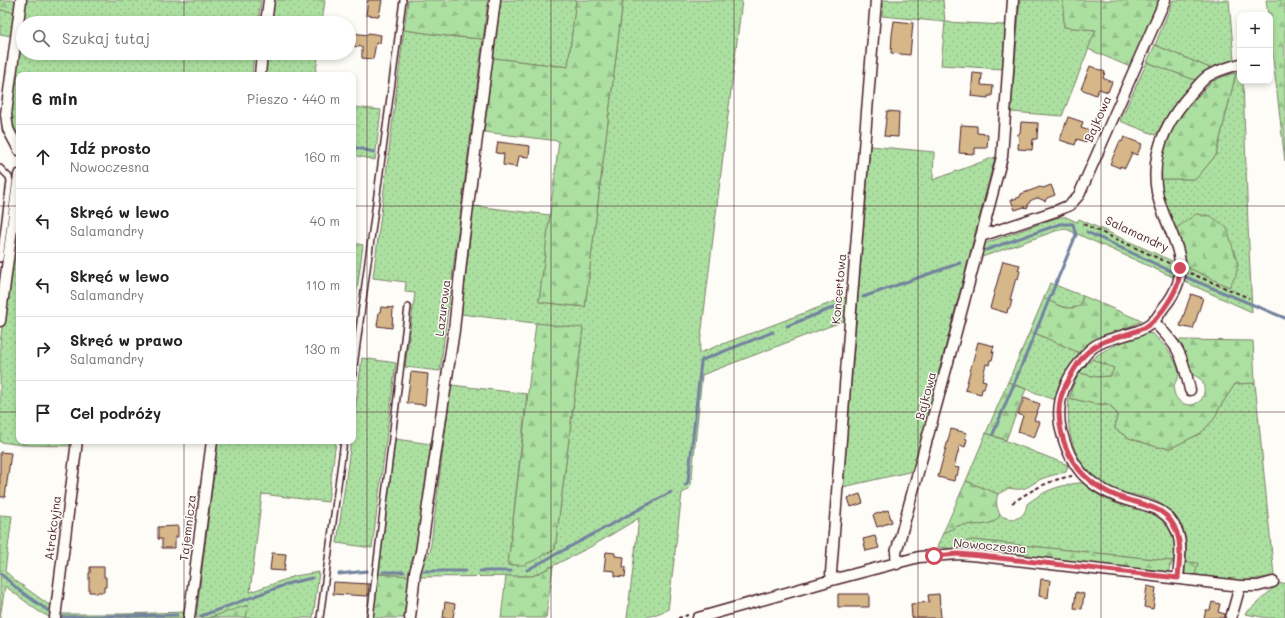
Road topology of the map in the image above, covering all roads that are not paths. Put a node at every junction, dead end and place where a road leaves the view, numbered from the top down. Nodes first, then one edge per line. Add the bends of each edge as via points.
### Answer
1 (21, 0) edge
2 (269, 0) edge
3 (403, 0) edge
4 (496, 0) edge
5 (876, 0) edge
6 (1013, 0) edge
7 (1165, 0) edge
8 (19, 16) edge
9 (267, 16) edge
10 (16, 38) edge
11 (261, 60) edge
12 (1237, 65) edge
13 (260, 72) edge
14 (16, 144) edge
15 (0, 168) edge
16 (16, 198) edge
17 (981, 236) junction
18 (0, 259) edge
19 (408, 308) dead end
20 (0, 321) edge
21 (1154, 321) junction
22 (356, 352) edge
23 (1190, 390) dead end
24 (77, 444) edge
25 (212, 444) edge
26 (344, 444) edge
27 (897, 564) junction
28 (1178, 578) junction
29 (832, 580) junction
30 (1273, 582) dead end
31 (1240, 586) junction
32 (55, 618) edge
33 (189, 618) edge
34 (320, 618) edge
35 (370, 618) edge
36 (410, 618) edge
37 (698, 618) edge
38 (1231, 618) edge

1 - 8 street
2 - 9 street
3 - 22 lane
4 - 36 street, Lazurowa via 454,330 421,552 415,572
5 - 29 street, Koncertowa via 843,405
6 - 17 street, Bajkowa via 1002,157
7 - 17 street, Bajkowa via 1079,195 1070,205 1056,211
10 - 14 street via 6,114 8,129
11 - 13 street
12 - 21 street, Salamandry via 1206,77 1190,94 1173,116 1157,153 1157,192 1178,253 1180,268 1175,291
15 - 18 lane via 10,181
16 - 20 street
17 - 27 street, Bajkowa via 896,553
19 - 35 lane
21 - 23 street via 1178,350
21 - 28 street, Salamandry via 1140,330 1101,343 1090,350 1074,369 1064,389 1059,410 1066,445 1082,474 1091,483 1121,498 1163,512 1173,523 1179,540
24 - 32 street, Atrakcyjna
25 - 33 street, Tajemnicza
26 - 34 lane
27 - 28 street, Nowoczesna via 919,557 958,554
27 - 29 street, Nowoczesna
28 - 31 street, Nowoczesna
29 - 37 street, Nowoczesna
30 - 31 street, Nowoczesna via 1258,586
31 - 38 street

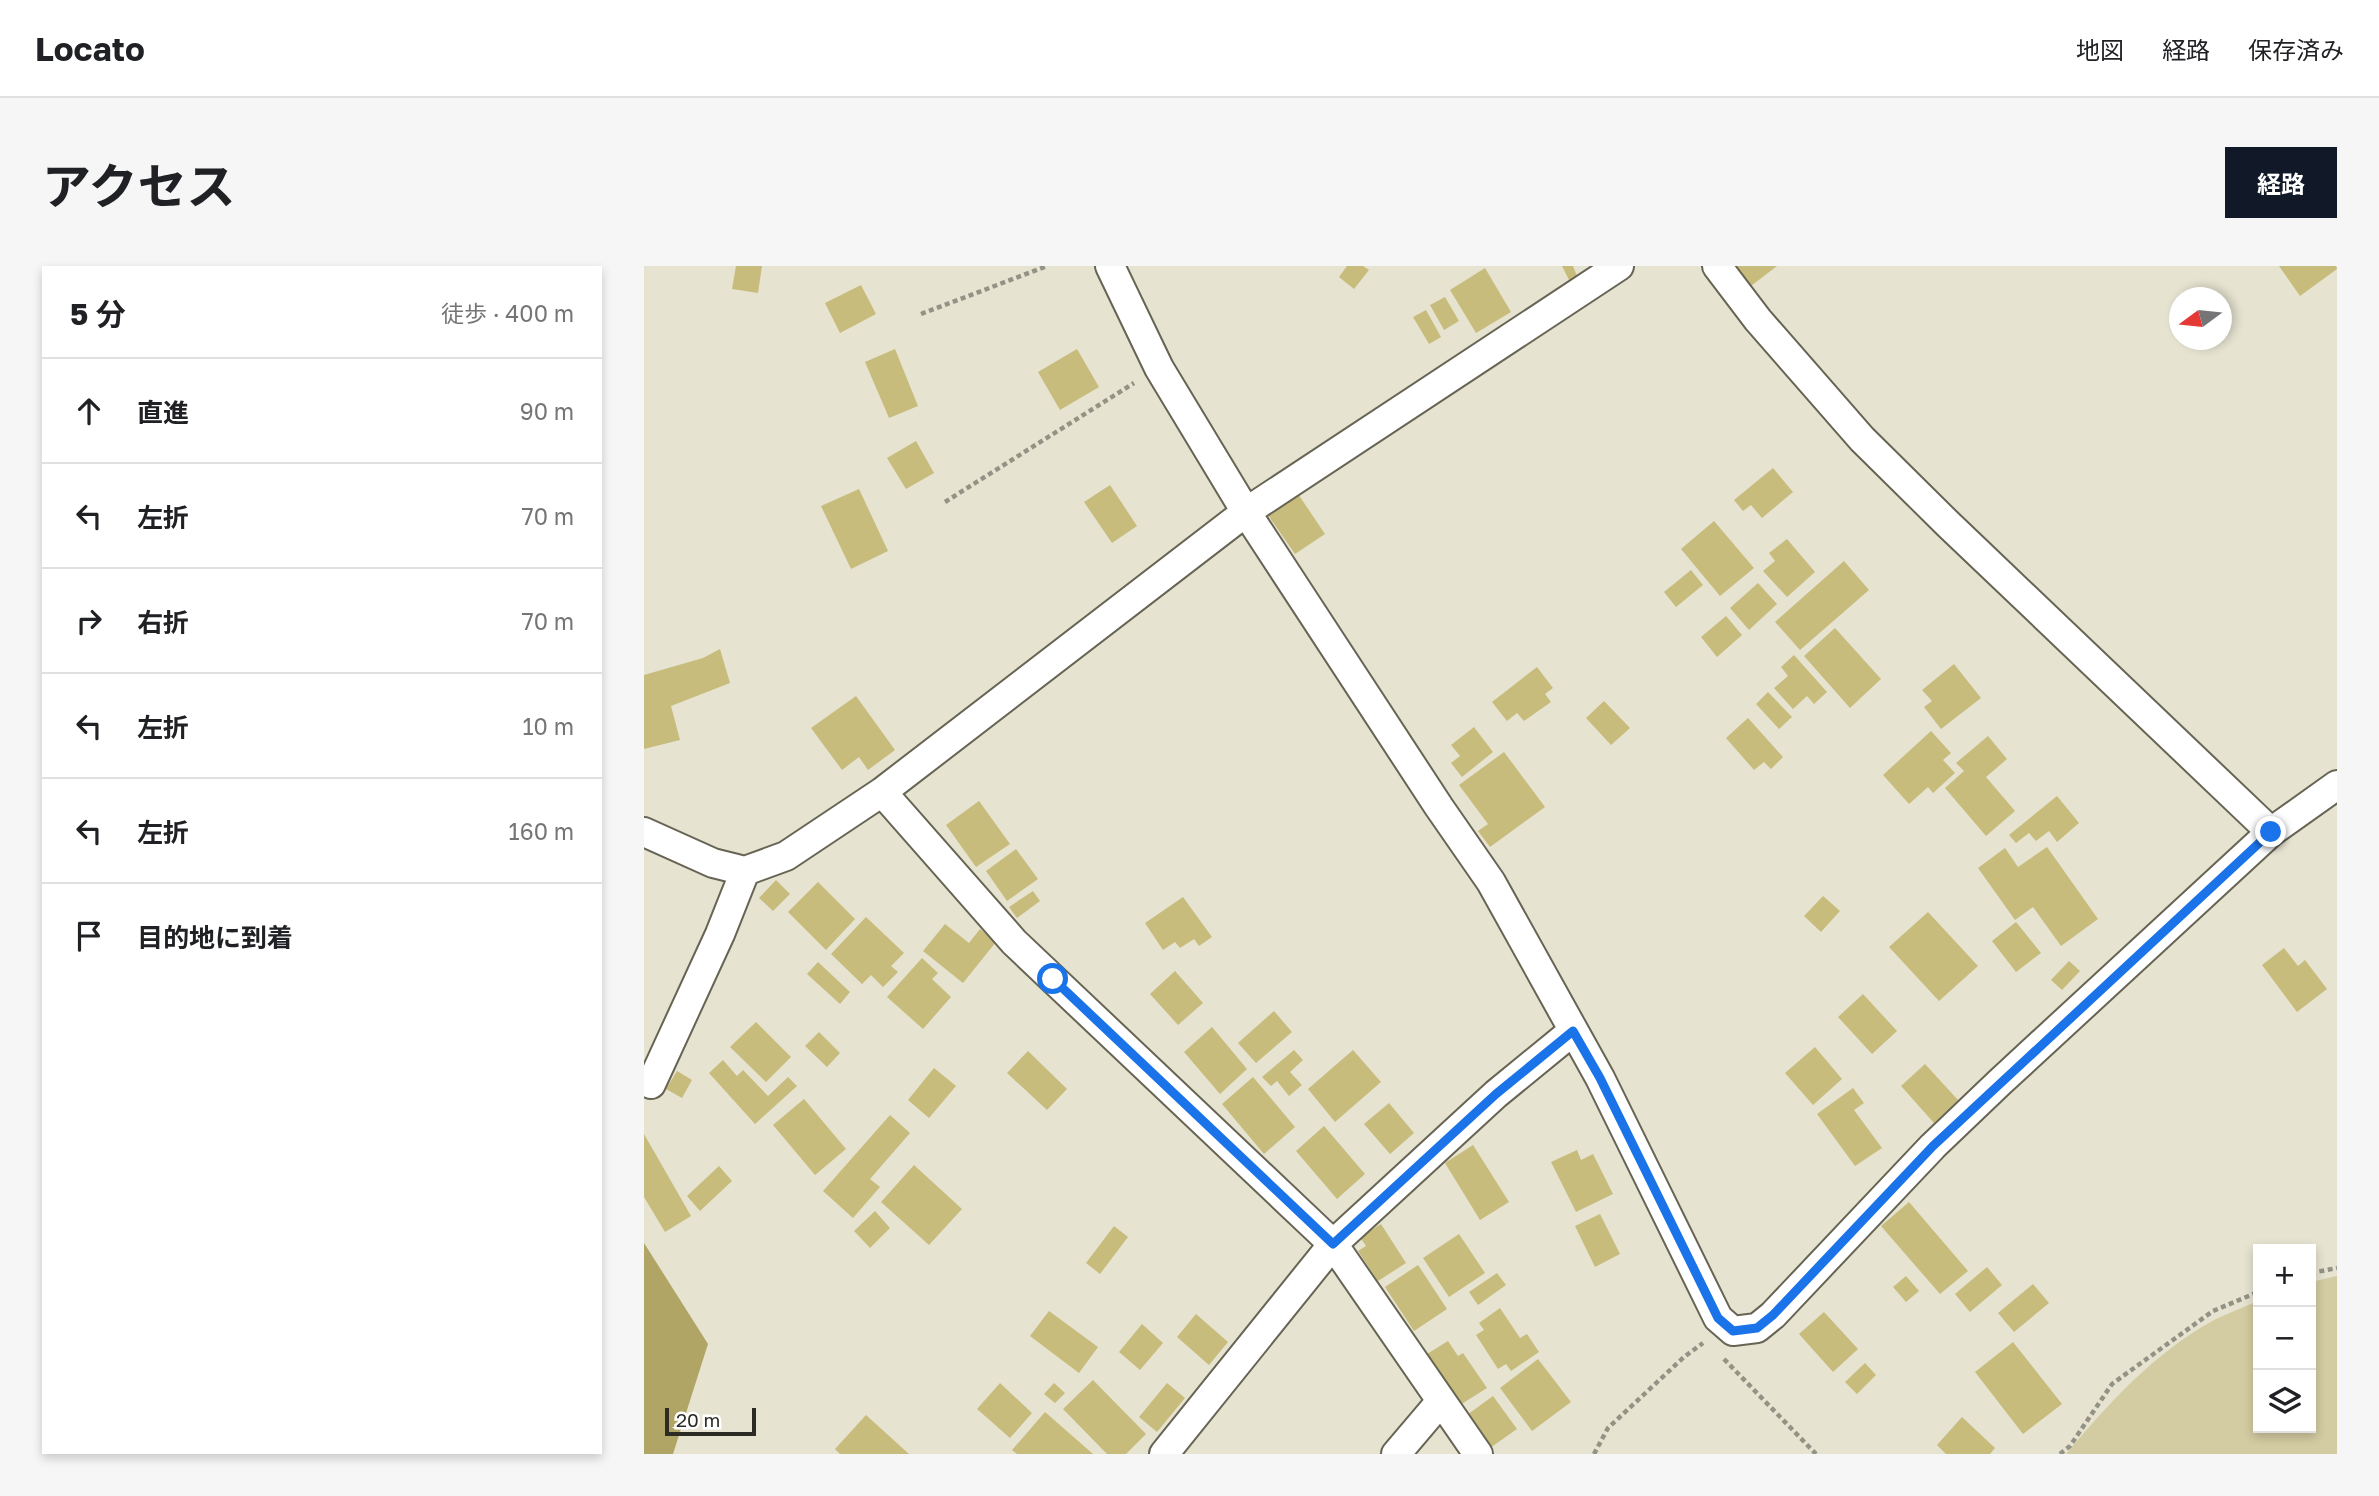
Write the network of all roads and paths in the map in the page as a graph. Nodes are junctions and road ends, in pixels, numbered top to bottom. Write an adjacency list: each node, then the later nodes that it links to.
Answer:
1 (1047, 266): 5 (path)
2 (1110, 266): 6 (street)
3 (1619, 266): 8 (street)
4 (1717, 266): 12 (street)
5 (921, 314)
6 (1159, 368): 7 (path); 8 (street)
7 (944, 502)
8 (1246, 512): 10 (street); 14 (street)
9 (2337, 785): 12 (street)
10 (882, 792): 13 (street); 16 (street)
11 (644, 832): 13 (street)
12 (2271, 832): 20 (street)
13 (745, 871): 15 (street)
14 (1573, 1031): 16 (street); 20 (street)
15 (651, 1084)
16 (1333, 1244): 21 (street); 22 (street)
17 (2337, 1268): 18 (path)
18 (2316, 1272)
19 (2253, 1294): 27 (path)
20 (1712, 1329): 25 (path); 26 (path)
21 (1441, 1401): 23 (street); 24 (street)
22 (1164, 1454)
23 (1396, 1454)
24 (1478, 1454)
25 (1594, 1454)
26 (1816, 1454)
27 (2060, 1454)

________

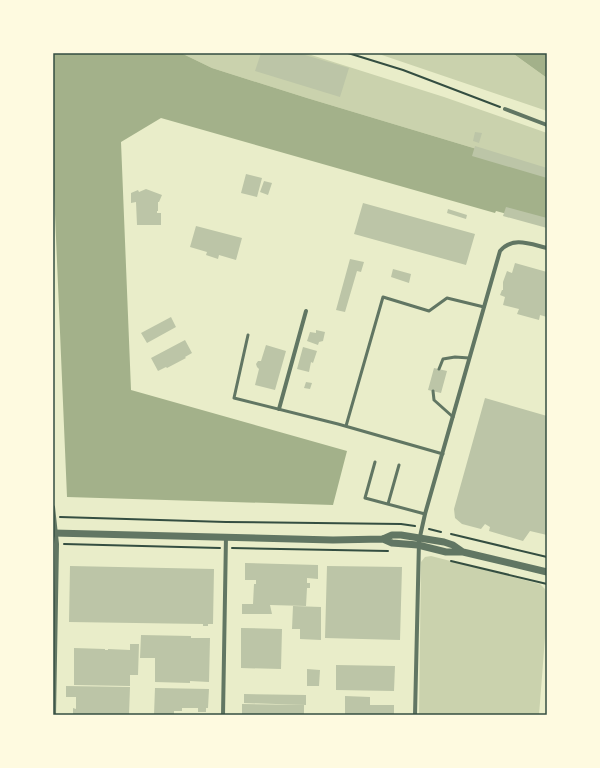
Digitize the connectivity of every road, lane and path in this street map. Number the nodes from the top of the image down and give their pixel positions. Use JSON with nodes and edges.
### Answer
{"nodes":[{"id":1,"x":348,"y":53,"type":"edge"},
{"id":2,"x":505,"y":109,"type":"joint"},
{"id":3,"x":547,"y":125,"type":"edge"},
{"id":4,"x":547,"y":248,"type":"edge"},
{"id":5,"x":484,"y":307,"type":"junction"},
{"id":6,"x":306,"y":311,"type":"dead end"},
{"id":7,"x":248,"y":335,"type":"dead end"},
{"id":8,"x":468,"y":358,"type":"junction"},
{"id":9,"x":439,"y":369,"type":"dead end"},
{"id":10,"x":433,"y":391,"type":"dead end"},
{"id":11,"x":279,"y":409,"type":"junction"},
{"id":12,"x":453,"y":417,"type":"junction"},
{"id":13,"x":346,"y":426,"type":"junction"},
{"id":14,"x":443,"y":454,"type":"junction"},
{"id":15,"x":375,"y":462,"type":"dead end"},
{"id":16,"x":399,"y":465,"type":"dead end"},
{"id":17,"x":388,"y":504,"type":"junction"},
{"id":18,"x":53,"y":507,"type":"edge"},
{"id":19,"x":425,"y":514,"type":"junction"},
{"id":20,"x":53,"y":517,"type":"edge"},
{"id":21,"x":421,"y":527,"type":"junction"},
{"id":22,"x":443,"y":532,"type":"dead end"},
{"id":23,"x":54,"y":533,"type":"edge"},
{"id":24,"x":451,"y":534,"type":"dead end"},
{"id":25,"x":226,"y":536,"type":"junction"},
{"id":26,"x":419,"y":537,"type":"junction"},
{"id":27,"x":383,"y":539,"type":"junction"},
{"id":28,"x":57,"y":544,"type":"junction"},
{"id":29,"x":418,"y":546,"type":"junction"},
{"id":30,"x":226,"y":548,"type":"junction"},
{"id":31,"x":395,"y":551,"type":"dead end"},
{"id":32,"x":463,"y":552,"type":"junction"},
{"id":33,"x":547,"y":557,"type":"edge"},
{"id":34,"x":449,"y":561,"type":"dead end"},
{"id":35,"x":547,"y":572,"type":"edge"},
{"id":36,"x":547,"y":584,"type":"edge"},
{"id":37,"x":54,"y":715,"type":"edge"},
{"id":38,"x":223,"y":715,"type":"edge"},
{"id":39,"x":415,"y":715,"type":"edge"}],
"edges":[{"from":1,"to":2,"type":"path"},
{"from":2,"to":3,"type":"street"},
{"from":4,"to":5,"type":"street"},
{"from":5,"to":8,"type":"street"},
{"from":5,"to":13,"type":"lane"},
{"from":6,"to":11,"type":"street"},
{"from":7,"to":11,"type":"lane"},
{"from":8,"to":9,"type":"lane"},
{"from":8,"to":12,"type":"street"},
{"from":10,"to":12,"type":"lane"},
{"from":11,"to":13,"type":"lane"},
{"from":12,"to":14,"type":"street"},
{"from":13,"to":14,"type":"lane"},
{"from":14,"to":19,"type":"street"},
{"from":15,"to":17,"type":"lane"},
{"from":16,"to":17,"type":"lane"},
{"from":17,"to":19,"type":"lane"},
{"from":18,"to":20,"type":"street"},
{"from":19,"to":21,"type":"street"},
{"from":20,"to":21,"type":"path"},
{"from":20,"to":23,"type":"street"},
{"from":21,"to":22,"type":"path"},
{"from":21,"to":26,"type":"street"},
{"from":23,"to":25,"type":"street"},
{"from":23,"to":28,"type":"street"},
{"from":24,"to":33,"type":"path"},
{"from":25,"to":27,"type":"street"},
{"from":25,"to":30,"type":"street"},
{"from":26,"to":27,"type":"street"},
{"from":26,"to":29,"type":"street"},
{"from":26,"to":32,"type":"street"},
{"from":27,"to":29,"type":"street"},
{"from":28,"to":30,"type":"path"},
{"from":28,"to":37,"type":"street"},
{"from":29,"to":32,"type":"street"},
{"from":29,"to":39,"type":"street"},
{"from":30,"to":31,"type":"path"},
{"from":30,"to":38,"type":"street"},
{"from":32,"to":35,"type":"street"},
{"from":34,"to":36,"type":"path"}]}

________

Show all of the lines above in which "every" is present.

Road topology of the map in the image above, covering all roads that are not paths. Put a node at every junction, dead end and place where a road leaves the view, numbered from the top down. Nodes first, then one edge per line. Add the bends of each edge as via points.
Digitize the connectivity of every road, lane and path in this street map. Number the nodes from the top of the image down and give their pixel positions. Use JSON with nodes and edges.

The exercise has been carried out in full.